Un reciente comunicado liberado por la Organización Mundial del Turismo (OMT) llama a usar al mercado turístico como una herramienta de lucha contra la pobreza. Para eso, proponen incentivar la creación de emprendimientos ligados con el tema a partir del otorgamiento de microcréditos, de incentivar la incorporación de las personas más pobres a la cadena de valor de la industria y liberalizar el intercambio turístico en el marco de las discusiones de la Organización Mundial del Comercio.
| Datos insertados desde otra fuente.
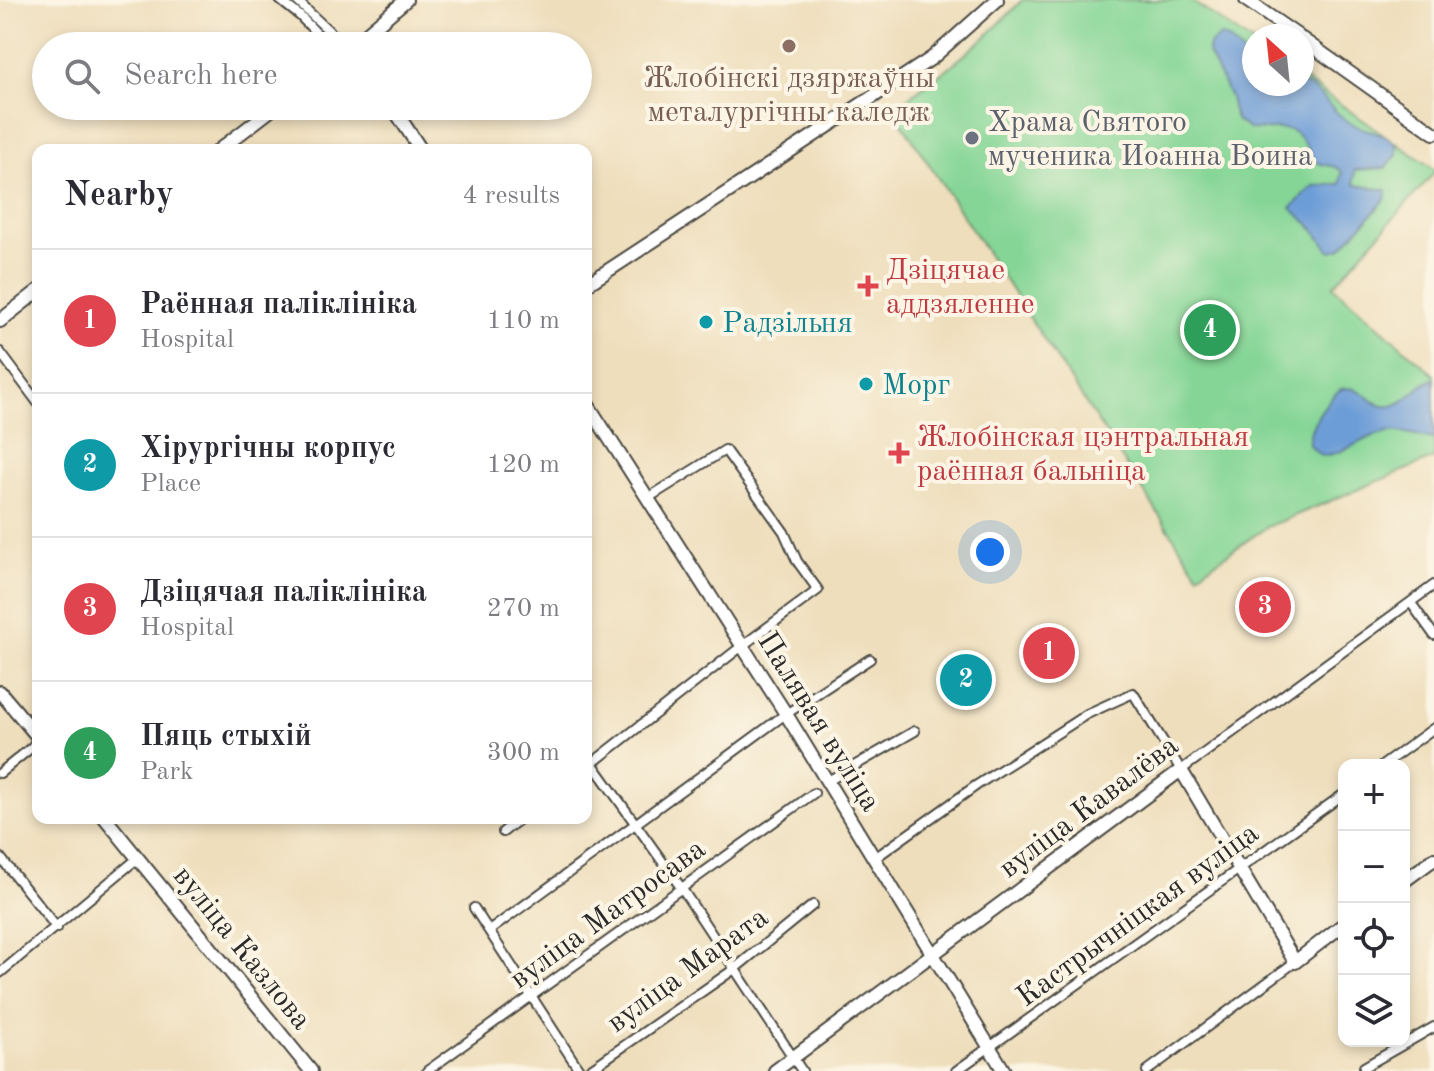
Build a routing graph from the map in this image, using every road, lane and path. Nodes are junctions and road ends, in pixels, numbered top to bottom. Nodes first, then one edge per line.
1 (280, 0) edge
2 (296, 0) edge
3 (406, 0) edge
4 (997, 0) edge
5 (1246, 0) edge
6 (1280, 24) edge
7 (315, 32) edge
8 (330, 32) edge
9 (368, 32) edge
10 (1314, 48) edge
11 (258, 120) edge
12 (401, 120) edge
13 (1434, 133) edge
14 (227, 144) edge
15 (417, 144) edge
16 (592, 281) edge
17 (32, 296) edge
18 (0, 321) edge
19 (0, 352) edge
20 (32, 395) edge
21 (592, 411) edge
22 (648, 498) junction
23 (1434, 585) edge
24 (1411, 603) junction
25 (1434, 635) edge
26 (742, 646) junction
27 (870, 659) dead end
28 (0, 692) edge
29 (786, 714) junction
30 (1434, 728) edge
31 (32, 731) edge
32 (915, 731) dead end
33 (32, 747) edge
34 (1391, 759) edge
35 (592, 764) edge
36 (592, 770) edge
37 (1181, 770) junction
38 (0, 773) edge
39 (828, 781) junction
40 (814, 793) dead end
41 (1338, 798) edge
42 (635, 822) junction
43 (110, 824) edge
44 (513, 824) edge
45 (503, 832) dead end
46 (0, 857) edge
47 (138, 858) junction
48 (875, 858) junction
49 (1434, 859) edge
50 (1240, 871) junction
51 (1410, 877) edge
52 (682, 889) junction
53 (813, 905) dead end
54 (474, 908) dead end
55 (57, 928) junction
56 (1338, 929) edge
57 (489, 931) junction
58 (933, 954) junction
59 (1295, 962) junction
60 (733, 970) junction
61 (0, 973) edge
62 (533, 996) junction
63 (1434, 1027) edge
64 (990, 1048) junction
65 (793, 1058) junction
66 (1364, 1067) dead end
67 (311, 1071) edge
68 (427, 1071) edge
69 (580, 1071) edge
70 (588, 1071) edge
71 (775, 1071) edge
72 (802, 1071) edge
73 (956, 1071) edge
74 (1004, 1071) edge
75 (1147, 1071) edge

1 - 7 street
2 - 8 street
3 - 9 main road
4 - 16 main road
5 - 6 main road
10 - 13 main road
11 - 14 main road
12 - 15 main road
17 - 18 main road
19 - 20 street
21 - 22 main road, Палявая вуліца
22 - 26 main road, Палявая вуліца
22 - 26 street
23 - 24 street, вуліца Кавалёва
24 - 25 street
24 - 37 street, вуліца Кавалёва
26 - 29 main road, Палявая вуліца
26 - 35 street
27 - 29 street
28 - 31 main road
29 - 39 main road, Палявая вуліца
29 - 42 street
30 - 34 street
32 - 39 street
33 - 38 street
36 - 42 street
37 - 48 street
37 - 50 main road
37 - 58 main road, вуліца Кавалёва
39 - 48 main road, Палявая вуліца
40 - 52 street, вуліца Матросава
41 - 50 street, Кастрычніцкая вуліца
42 - 52 street
42 - 57 street
43 - 47 main road, вуліца Казлова
44 - 45 street
46 - 55 street
47 - 55 street
47 - 67 main road, вуліца Казлова
48 - 58 main road, Палявая вуліца
49 - 51 main road
50 - 59 main road
50 - 64 street, Кастрычніцкая вуліца
52 - 60 street
52 - 62 street, вуліца Матросава
53 - 60 street, вуліца Марата
54 - 57 street
55 - 61 street
56 - 59 main road
57 - 62 street
58 - 64 main road, Палявая вуліца
58 - 65 main road, вуліца Кавалёва
59 - 75 street
60 - 65 street
60 - 70 street, вуліца Марата
62 - 68 street, вуліца Матросава
62 - 69 street
63 - 66 street
64 - 73 street, Кастрычніцкая вуліца
64 - 74 main road, Палявая вуліца
65 - 71 main road, вуліца Кавалёва
65 - 72 street

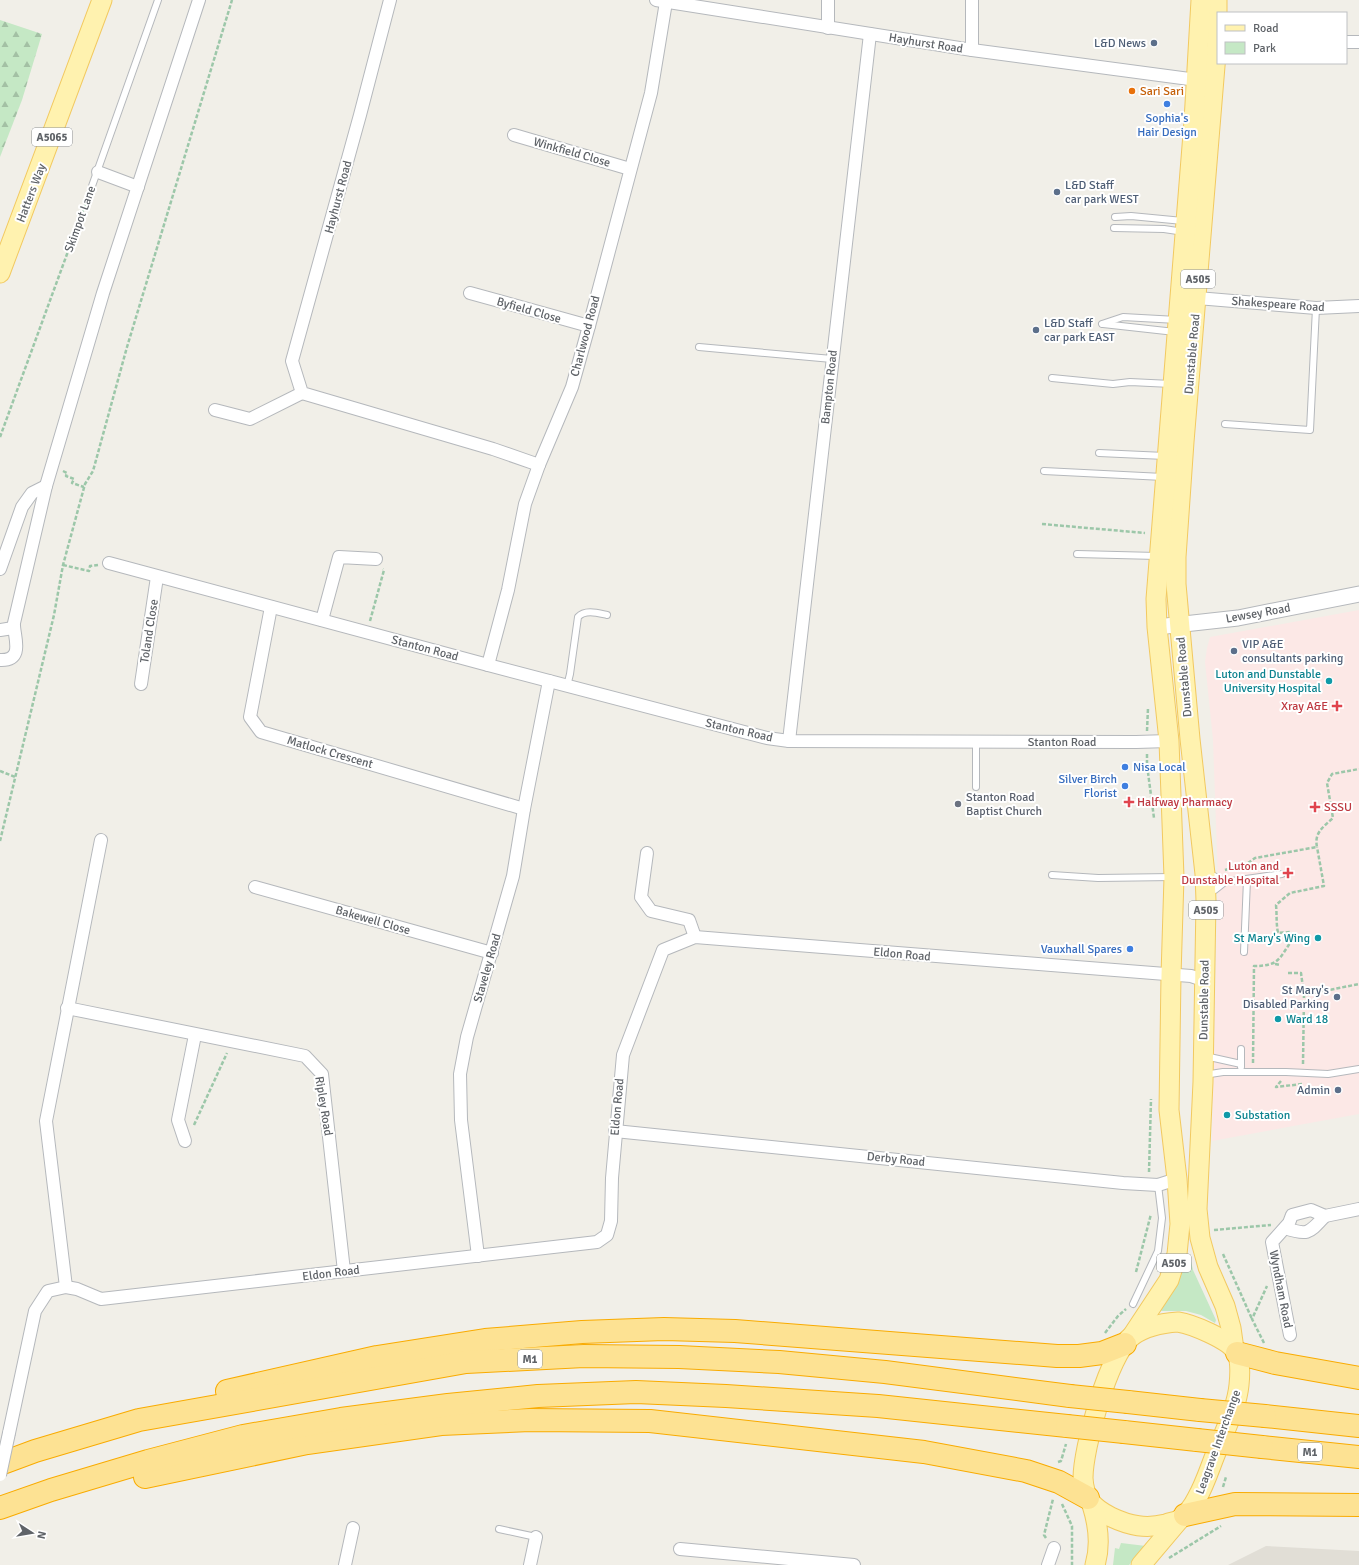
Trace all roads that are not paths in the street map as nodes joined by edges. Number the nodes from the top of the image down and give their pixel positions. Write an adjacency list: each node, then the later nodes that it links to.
1 (102, 0): 26 (main road, Hatters Way / A5065)
2 (158, 0): 20 (lane, Skimpot Lane)
3 (199, 0): 22 (street)
4 (390, 0): 37 (street, Hayhurst Road)
5 (828, 0): 11 (street)
6 (972, 0): 15 (street)
7 (1201, 0): 17 (main road, Dunstable Road / A505)
8 (1217, 0): 10 (main road, Dunstable Road / A505)
9 (661, 1): 11 (street, Hayhurst Road); 19 (street, Charlwood Road)
10 (1217, 12)
11 (828, 28): 12 (street, Hayhurst Road)
12 (870, 34): 15 (street, Hayhurst Road); 34 (street, Bampton Road)
13 (1347, 42): 14 (street)
14 (1359, 42)
15 (972, 50): 17 (street, Hayhurst Road)
16 (1217, 54): 28 (main road, Dunstable Road / A505)
17 (1197, 80): 24 (main road, Dunstable Road / A505)
18 (514, 135): 19 (street, Winkfield Close)
19 (630, 169): 31 (street, Charlwood Road)
20 (98, 172): 21 (lane, Skimpot Lane); 22 (street)
21 (92, 186)
22 (138, 187): 45 (street)
23 (1115, 217): 24 (lane)
24 (1186, 227): 25 (lane); 32 (main road, Dunstable Road / A505)
25 (1114, 228)
26 (0, 273)
27 (470, 293): 31 (street, Byfield Close)
28 (1197, 298): 30 (street, Shakespeare Road); 56 (main road, Dunstable Road / A505)
29 (1359, 306): 30 (street, Shakespeare Road)
30 (1316, 308): 39 (lane)
31 (589, 326): 42 (street, Charlwood Road)
32 (1177, 326): 32 (lane); 36 (main road, Dunstable Road / A505)
33 (699, 347): 34 (lane)
34 (832, 359): 66 (street, Bampton Road)
35 (1052, 378): 36 (lane)
36 (1172, 384): 41 (main road, Dunstable Road / A505)
37 (302, 393): 38 (street); 42 (street)
38 (215, 410)
39 (1224, 424)
40 (1099, 453): 41 (lane)
41 (1167, 456): 44 (main road, Dunstable Road / A505)
42 (539, 465): 61 (street, Charlwood Road)
43 (1044, 471): 44 (lane)
44 (1165, 477): 47 (main road, Dunstable Road / A505)
45 (46, 486): 50 (street); 58 (street)
46 (1077, 554): 47 (lane)
47 (1159, 556): 57 (main road, Dunstable Road / A505)
48 (376, 559): 55 (street)
49 (109, 563): 51 (street, Stanton Road)
50 (0, 569)
51 (157, 577): 53 (street, Stanton Road); 63 (street, Toland Close)
52 (1359, 594): 56 (street, Lewsey Road)
53 (271, 607): 55 (street, Stanton Road); 69 (street, Matlock Crescent)
54 (607, 615): 64 (lane)
55 (322, 620): 61 (street, Stanton Road)
56 (1180, 623): 57 (street, Lewsey Road); 75 (main road, Dunstable Road / A505)
57 (1157, 627): 65 (main road, Dunstable Road / A505)
58 (13, 628): 59 (street); 60 (street)
59 (0, 630)
60 (0, 660)
61 (488, 666): 62 (street, Stanton Road)
62 (549, 681): 64 (street, Stanton Road); 69 (street, Staveley Road)
63 (141, 684)
64 (567, 686): 66 (street, Stanton Road)
65 (1168, 740): 67 (street, Stanton Road); 74 (main road, Dunstable Road / A505)
66 (789, 741): 67 (street, Stanton Road)
67 (976, 741): 68 (lane)
68 (976, 787)
69 (524, 809): 81 (street, Staveley Road)
70 (102, 840): 84 (street)
71 (647, 853): 79 (street)
72 (1282, 874): 76 (lane)
73 (1052, 875): 74 (lane)
74 (1174, 877): 82 (main road, Dunstable Road / A505)
75 (1210, 878): 77 (lane); 77 (lane); 83 (main road, Dunstable Road / A505)
76 (1247, 880): 77 (lane); 80 (lane)
77 (1225, 882)
78 (255, 887): 81 (street, Bakewell Close)
79 (695, 937): 82 (street, Eldon Road); 92 (street, Eldon Road)
80 (1244, 952)
81 (492, 953): 99 (street, Staveley Road)
82 (1171, 976): 83 (street, Eldon Road); 94 (main road, Dunstable Road / A505)
83 (1205, 987): 87 (main road, Dunstable Road / A505)
84 (67, 1008): 85 (street, Ripley Road); 101 (street)
85 (195, 1035): 93 (street); 100 (street, Ripley Road)
86 (1242, 1049): 88 (lane)
87 (1203, 1056): 88 (lane); 91 (main road, Dunstable Road / A505)
88 (1241, 1064): 90 (lane)
89 (1359, 1069): 90 (lane)
90 (1241, 1073): 91 (lane)
91 (1203, 1078): 105 (main road, Dunstable Road / A505)
92 (615, 1131): 95 (street, Derby Road); 99 (street, Eldon Road)
93 (184, 1138)
94 (1177, 1179): 95 (street, Derby Road); 104 (main road, Dunstable Road / A505)
95 (1158, 1184): 102 (lane)
96 (1359, 1210): 97 (street)
97 (1325, 1216): 98 (street); 98 (street)
98 (1287, 1225): 103 (street, Wyndham Road)
99 (478, 1256): 100 (street, Eldon Road)
100 (344, 1271): 101 (street, Eldon Road)
101 (66, 1287): 111 (street, bridge)
102 (1133, 1304)
103 (1290, 1336)
104 (1128, 1340): 105 (main road); 107 (highway); 113 (main road)
105 (1236, 1351): 106 (highway); 116 (main road, Leagrave Interchange)
106 (1359, 1378)
107 (139, 1420): 108 (highway, M1, bridge); 110 (highway, M1)
108 (1359, 1426)
109 (1359, 1457): 112 (highway, M1, bridge)
110 (0, 1464)
111 (0, 1475)
112 (41, 1494): 113 (highway); 115 (highway, M1)
113 (1090, 1501): 116 (main road); 126 (main road)
114 (1359, 1505): 116 (highway)
115 (0, 1508)
116 (1182, 1518): 127 (main road)
117 (352, 1528): 122 (street)
118 (499, 1529): 119 (lane)
119 (536, 1537): 123 (street)
120 (1054, 1548): 125 (street)
121 (680, 1549): 124 (street)
122 (345, 1565)
123 (530, 1565)
124 (854, 1565)
125 (1048, 1565)
126 (1095, 1565)
127 (1142, 1565)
En cierta medida, podemos relacionar el discurso de “incluir a los pobres en el mercado turístico” a las estrategias de muchos actores gubernamentales del mercado turístico, que buscan marcar que el turismo debe ser promovido y en muchos casos subsidiado porque “el dinero que gastan los turistas nos beneficia a todos”. Pero, como enfatiza la OMT, las capas más pobres de la población siguen sin recibir mayores beneficios del turismo, ya que carecen de la capacidad de crear propuestas económicas atractivas alrededor de este mercado, y en muchos casos sólo pueden aprovechar los costados más oscuros del segmento de viajes, como la venta de drogas o la prostitución.

¿Serán los microcréditos una forma de incentivar la incorporación de los sectores más pobres dentro del mercado turístico? ¿O en realidad deberíamos hablar de fenómenos políticos y económicos mucho más amplios, y que concentran la casi totalidad de las ganancias por el turismo en las manos de sólo algunas clases sociales?